_What the exercise asks_
Which lines of the data below include the string "Forêt"? Return each of them.

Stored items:
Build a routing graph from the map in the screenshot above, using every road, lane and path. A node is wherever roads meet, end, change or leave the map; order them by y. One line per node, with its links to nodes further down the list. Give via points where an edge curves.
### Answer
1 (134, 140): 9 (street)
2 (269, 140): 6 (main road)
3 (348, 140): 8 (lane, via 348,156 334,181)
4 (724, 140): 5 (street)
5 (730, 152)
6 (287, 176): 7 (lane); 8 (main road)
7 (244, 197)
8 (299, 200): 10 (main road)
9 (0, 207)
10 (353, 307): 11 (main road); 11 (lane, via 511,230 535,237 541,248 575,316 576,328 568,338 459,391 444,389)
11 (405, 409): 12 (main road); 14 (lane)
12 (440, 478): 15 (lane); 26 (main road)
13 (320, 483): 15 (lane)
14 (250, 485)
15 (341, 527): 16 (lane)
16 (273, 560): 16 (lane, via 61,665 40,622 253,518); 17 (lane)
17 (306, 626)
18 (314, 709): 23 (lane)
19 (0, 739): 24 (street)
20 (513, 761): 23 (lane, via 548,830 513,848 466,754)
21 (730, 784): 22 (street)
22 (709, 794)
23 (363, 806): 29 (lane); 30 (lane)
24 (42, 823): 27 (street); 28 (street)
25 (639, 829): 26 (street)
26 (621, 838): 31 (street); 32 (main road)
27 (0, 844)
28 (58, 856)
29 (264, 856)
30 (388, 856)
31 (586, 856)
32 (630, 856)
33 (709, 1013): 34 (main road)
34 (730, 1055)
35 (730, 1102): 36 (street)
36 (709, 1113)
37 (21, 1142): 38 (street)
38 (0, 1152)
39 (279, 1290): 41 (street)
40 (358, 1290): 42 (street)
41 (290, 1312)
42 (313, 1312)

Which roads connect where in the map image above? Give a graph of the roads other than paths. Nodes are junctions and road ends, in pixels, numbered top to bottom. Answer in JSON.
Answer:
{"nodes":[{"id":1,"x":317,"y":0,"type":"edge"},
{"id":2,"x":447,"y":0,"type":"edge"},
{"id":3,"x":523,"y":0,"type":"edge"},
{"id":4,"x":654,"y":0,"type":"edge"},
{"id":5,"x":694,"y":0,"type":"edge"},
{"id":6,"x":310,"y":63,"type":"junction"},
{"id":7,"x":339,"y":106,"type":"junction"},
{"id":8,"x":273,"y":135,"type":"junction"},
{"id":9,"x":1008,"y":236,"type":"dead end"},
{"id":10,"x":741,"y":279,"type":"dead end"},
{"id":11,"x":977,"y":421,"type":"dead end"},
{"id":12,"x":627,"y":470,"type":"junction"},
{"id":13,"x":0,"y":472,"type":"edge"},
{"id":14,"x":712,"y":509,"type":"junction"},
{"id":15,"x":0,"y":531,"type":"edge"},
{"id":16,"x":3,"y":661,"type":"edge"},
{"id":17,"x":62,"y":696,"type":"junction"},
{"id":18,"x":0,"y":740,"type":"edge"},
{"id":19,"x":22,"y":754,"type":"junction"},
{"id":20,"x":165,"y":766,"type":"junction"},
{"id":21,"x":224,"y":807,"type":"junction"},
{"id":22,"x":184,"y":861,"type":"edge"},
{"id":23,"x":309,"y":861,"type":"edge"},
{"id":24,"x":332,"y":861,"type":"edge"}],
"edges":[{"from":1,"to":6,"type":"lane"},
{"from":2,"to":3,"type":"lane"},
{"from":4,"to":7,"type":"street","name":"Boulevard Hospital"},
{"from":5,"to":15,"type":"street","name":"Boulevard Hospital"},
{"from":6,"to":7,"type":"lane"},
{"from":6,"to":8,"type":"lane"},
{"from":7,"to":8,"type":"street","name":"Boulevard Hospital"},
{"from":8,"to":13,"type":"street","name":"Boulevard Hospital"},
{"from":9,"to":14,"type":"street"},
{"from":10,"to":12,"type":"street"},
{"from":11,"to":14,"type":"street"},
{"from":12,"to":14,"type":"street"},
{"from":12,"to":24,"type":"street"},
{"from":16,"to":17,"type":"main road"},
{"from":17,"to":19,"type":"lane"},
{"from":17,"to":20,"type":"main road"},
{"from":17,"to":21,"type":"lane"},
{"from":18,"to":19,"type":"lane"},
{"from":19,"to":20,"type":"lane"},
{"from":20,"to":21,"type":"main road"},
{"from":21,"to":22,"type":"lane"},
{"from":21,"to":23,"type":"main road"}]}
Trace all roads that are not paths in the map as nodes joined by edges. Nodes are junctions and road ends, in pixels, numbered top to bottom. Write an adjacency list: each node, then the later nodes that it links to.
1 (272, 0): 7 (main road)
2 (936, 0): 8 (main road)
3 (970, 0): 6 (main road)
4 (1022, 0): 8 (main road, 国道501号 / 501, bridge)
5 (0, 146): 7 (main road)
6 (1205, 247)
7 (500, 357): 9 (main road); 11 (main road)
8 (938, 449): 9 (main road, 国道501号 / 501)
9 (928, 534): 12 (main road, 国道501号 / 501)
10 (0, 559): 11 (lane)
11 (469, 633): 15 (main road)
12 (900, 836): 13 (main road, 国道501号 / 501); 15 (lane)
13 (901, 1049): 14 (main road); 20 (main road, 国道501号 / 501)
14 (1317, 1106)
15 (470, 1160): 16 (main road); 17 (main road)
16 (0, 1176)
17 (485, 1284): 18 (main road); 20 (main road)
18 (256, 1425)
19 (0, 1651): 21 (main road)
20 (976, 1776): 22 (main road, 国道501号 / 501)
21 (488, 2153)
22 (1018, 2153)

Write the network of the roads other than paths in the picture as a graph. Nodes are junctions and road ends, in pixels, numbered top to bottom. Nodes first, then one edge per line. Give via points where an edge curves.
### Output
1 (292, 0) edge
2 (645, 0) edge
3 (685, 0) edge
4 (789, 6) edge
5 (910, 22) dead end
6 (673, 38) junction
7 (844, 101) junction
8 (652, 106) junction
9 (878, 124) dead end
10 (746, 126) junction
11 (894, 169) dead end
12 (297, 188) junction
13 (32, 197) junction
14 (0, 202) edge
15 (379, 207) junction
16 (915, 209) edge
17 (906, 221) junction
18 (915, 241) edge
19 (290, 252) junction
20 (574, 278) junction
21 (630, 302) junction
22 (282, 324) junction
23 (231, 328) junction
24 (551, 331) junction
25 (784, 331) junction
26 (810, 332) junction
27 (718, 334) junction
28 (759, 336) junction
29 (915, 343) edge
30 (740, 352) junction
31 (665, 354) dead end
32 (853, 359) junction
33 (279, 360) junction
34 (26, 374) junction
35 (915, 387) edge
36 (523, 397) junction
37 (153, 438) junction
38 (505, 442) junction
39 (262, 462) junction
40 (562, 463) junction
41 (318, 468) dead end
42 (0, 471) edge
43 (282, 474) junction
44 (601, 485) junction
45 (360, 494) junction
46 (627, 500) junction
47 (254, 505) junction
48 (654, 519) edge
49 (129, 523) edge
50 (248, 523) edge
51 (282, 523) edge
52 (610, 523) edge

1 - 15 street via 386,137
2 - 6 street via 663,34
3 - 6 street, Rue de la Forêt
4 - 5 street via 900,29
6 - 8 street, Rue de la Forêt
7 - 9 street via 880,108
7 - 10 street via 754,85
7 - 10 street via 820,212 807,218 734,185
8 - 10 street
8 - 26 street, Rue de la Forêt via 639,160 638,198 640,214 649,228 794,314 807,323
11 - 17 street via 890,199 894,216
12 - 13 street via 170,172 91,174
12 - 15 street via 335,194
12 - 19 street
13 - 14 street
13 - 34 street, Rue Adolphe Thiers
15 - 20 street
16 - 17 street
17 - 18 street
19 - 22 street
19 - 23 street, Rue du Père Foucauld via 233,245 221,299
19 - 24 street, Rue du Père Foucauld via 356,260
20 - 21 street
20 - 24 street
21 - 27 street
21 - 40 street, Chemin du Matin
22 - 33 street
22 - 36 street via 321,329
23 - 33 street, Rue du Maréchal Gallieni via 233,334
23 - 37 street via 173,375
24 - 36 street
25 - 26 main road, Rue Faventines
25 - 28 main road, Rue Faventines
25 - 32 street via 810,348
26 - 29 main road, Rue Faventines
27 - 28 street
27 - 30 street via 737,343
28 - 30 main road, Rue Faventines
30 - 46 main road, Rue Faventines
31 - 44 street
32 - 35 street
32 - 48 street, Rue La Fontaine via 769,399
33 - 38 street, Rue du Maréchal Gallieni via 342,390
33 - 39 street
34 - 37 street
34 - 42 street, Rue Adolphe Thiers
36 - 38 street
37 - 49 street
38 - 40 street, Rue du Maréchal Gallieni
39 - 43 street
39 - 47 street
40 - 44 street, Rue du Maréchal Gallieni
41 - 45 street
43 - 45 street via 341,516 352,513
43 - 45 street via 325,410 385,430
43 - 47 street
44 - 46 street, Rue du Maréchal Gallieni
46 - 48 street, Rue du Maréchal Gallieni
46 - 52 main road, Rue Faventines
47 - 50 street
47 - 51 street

_Solution for this task_
3 - 6 street, Rue de la Forêt
6 - 8 street, Rue de la Forêt
8 - 26 street, Rue de la Forêt via 639,160 638,198 640,214 649,228 794,314 807,323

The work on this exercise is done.